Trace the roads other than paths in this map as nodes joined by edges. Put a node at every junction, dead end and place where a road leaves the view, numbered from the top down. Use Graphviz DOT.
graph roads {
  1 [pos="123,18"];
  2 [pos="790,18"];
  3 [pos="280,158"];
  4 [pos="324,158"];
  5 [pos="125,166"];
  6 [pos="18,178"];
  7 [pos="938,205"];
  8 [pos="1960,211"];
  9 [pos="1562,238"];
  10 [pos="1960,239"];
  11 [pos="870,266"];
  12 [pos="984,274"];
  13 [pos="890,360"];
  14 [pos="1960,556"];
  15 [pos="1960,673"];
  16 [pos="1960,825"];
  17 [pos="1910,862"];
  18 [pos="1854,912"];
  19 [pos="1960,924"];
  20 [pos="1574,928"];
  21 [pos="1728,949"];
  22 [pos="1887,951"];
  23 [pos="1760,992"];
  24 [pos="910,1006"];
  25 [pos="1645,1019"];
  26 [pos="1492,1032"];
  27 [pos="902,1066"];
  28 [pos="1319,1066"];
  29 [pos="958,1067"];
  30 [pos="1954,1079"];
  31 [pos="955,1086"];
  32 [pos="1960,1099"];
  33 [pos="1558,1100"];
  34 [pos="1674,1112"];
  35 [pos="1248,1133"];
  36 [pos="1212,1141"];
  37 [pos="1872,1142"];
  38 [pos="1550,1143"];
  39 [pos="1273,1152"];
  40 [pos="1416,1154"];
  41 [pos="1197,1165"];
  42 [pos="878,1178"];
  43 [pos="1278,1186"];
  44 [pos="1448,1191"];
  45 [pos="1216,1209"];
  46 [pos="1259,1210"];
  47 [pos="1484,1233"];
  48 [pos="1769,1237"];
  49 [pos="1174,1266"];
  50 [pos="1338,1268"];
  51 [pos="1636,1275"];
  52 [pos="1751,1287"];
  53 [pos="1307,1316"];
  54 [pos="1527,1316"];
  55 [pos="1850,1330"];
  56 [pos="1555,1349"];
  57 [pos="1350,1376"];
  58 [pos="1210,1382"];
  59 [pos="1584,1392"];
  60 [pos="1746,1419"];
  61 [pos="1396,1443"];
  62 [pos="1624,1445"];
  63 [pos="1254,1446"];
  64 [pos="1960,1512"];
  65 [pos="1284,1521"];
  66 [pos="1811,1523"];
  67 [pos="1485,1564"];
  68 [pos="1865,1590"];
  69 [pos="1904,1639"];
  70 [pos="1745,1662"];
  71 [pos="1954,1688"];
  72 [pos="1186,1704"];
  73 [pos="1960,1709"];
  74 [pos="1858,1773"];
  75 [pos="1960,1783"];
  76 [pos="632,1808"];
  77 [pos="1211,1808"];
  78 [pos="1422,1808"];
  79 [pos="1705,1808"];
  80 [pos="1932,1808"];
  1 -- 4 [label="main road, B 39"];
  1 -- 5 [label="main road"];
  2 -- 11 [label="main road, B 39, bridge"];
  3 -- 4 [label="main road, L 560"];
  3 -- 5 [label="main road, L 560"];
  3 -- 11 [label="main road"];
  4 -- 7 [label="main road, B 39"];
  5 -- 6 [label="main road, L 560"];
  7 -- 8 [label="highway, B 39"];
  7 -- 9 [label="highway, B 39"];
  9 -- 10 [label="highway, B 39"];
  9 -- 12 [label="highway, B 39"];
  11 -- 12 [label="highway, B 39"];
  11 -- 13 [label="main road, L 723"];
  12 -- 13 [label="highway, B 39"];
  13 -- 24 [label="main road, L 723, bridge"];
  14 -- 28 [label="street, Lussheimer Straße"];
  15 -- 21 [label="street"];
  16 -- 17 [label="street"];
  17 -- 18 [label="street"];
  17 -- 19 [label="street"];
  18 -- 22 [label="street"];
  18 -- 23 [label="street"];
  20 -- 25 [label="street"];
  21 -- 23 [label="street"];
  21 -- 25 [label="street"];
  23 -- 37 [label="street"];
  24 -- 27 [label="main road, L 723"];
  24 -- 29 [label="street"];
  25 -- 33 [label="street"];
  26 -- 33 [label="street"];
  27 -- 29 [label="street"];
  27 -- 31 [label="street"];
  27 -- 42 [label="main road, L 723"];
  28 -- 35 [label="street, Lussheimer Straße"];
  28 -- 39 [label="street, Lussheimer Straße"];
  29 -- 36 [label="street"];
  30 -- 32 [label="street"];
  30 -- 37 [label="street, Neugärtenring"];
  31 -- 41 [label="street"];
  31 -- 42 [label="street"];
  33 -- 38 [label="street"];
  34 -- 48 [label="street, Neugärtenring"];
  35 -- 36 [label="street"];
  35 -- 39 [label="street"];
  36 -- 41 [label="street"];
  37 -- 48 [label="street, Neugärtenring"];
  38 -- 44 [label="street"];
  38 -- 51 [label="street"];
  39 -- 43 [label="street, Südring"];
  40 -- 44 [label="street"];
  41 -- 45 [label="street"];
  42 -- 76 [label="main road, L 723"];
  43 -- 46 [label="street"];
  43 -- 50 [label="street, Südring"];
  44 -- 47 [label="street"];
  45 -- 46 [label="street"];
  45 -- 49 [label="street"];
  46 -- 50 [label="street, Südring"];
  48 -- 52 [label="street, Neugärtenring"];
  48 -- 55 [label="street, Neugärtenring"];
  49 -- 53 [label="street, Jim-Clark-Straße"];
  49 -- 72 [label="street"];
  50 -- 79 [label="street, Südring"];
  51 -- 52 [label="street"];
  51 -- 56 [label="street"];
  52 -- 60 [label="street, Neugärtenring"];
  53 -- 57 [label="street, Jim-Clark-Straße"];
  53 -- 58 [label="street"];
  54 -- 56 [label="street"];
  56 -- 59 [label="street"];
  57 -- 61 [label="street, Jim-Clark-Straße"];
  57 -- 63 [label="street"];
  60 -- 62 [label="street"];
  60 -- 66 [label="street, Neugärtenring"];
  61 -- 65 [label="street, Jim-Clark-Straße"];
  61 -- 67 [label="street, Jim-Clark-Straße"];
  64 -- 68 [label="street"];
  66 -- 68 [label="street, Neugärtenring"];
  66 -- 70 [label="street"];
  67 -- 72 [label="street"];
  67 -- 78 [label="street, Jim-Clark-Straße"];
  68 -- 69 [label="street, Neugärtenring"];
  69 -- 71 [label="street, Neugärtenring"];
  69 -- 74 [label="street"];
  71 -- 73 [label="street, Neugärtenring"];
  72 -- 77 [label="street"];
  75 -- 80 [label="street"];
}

● ● ● ● ● ● ●

→ **Problem description**: Extract from the data every line where "roads" shows up.

→ **Solved problem**:
Trace the roads other than paths in this map as nodes joined by edges. Put a node at every junction, dead end and place where a road leaves the view, numbered from the top down. Use Graphviz DOT.
graph roads {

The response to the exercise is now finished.